* _ASSIGNED TASK_:
Return the lines of the data below in which the string "graph" occurs.

* _DATA SHOWN_:

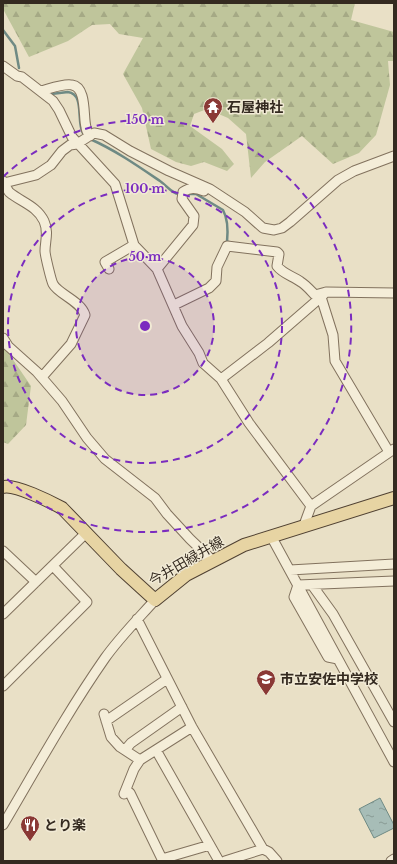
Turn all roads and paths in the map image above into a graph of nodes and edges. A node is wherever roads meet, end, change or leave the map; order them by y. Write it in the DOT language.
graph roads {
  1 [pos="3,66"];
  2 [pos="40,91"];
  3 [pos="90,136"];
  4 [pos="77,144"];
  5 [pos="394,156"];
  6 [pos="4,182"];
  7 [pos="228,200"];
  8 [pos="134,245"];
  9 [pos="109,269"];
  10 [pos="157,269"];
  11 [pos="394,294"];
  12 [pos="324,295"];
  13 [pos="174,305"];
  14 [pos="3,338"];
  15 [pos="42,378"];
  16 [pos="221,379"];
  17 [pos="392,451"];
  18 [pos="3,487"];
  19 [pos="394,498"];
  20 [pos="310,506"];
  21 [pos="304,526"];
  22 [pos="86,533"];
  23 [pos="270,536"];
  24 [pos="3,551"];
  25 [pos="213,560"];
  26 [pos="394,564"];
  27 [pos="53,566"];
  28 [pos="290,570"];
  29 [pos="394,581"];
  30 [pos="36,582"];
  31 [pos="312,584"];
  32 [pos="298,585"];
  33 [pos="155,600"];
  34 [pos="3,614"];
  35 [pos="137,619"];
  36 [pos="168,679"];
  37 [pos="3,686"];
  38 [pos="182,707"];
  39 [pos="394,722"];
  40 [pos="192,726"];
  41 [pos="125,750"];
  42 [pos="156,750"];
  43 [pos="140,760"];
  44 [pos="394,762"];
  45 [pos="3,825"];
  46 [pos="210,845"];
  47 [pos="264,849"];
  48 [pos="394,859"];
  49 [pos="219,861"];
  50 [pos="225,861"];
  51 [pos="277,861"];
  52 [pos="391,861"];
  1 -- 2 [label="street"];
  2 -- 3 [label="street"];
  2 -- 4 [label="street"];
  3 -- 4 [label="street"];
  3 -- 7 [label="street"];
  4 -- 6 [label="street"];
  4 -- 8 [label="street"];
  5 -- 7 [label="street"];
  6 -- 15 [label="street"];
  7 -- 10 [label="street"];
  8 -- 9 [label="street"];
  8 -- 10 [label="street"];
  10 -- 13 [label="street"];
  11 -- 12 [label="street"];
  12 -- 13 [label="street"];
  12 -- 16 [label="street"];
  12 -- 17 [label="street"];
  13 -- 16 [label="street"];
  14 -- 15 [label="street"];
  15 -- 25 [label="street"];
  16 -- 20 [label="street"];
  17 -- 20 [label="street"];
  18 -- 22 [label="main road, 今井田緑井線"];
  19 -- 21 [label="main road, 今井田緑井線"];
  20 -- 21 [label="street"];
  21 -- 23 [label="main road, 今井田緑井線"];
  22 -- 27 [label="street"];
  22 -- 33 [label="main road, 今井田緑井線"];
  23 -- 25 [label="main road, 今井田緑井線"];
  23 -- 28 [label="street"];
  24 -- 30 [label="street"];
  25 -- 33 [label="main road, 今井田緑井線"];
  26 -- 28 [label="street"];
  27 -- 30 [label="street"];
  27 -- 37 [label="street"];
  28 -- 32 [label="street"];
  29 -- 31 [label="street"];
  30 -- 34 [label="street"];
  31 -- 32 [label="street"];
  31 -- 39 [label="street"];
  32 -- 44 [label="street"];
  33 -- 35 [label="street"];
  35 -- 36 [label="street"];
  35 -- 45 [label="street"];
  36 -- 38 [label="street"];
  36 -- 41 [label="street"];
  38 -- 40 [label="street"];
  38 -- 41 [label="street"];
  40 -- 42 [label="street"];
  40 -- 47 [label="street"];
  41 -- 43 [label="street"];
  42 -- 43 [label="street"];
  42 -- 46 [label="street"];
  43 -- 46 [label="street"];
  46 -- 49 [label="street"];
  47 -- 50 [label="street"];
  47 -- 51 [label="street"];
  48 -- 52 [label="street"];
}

* _TASK SOLUTION_:
Turn all roads and paths in the map image above into a graph of nodes and edges. A node is wherever roads meet, end, change or leave the map; order them by y. Write it in the DOT language.
graph roads {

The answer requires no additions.